(Saved data entries)
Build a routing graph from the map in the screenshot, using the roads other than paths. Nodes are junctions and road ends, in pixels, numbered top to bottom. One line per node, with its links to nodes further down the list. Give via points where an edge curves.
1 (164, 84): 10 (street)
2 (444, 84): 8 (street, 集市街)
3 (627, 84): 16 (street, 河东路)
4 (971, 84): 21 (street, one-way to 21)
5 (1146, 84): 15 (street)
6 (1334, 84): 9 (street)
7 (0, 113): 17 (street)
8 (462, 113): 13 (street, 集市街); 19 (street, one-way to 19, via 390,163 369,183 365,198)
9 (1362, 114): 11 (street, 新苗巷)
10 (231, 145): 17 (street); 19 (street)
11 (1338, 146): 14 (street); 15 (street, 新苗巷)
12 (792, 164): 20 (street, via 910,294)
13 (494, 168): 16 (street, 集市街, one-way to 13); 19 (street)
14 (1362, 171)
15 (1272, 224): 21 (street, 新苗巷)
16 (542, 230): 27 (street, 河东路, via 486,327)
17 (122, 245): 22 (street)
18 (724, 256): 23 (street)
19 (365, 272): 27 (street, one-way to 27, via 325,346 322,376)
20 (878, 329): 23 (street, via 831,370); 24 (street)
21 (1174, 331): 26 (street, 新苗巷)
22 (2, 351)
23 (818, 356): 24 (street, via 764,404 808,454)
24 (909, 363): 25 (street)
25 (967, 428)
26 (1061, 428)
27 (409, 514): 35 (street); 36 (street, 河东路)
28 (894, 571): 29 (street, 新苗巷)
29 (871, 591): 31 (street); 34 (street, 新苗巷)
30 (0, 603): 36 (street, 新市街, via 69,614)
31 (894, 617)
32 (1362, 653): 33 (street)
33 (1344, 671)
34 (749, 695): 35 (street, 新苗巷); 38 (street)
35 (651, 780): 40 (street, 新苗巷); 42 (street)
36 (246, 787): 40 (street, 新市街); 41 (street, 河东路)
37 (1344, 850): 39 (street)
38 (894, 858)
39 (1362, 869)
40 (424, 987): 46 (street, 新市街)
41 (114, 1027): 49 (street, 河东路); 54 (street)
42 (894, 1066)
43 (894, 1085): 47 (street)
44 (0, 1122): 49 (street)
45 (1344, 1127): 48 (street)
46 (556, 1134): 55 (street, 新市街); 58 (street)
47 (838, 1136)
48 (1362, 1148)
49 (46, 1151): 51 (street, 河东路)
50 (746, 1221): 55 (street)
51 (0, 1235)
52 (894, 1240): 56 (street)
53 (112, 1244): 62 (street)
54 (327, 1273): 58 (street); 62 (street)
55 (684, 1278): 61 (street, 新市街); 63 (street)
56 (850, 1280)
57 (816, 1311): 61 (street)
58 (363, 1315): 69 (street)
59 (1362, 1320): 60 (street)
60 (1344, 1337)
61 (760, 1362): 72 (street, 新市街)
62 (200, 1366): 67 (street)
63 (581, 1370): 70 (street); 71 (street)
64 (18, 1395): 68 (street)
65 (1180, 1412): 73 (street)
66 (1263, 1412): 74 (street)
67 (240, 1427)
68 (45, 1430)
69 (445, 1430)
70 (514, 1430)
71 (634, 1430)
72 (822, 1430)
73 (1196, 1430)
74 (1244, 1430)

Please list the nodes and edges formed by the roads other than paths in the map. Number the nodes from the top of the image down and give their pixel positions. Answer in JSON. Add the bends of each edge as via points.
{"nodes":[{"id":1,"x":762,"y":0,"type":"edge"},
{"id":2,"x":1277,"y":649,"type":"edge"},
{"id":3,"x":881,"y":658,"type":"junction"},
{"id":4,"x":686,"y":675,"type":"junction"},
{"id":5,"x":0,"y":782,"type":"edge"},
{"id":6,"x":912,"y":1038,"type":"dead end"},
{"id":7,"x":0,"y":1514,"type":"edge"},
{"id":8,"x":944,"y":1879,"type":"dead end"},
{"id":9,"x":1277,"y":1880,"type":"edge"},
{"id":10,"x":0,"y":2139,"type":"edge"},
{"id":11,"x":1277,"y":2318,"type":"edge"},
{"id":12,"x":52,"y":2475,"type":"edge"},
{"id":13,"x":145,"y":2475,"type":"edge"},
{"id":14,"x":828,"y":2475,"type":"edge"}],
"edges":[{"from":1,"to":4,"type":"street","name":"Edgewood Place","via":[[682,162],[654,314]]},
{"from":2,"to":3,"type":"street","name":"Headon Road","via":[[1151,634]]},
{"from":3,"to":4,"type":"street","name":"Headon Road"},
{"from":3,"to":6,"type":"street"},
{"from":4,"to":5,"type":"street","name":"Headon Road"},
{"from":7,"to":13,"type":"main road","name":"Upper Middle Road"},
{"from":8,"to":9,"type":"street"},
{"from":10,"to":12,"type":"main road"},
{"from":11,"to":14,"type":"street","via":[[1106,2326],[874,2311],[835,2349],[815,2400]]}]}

* [WHAT YOU SHOULD DO]
The expected result is every line above containing the string "edges".

* [RESPONSE TO THE TASK]
Please list the nodes and edges formed by the roads other than paths in the map. Number the nodes from the top of the image down and give their pixel positions. Answer in JSON. Add the bends of each edge as via points.
"edges":[{"from":1,"to":4,"type":"street","name":"Edgewood Place","via":[[682,162],[654,314]]},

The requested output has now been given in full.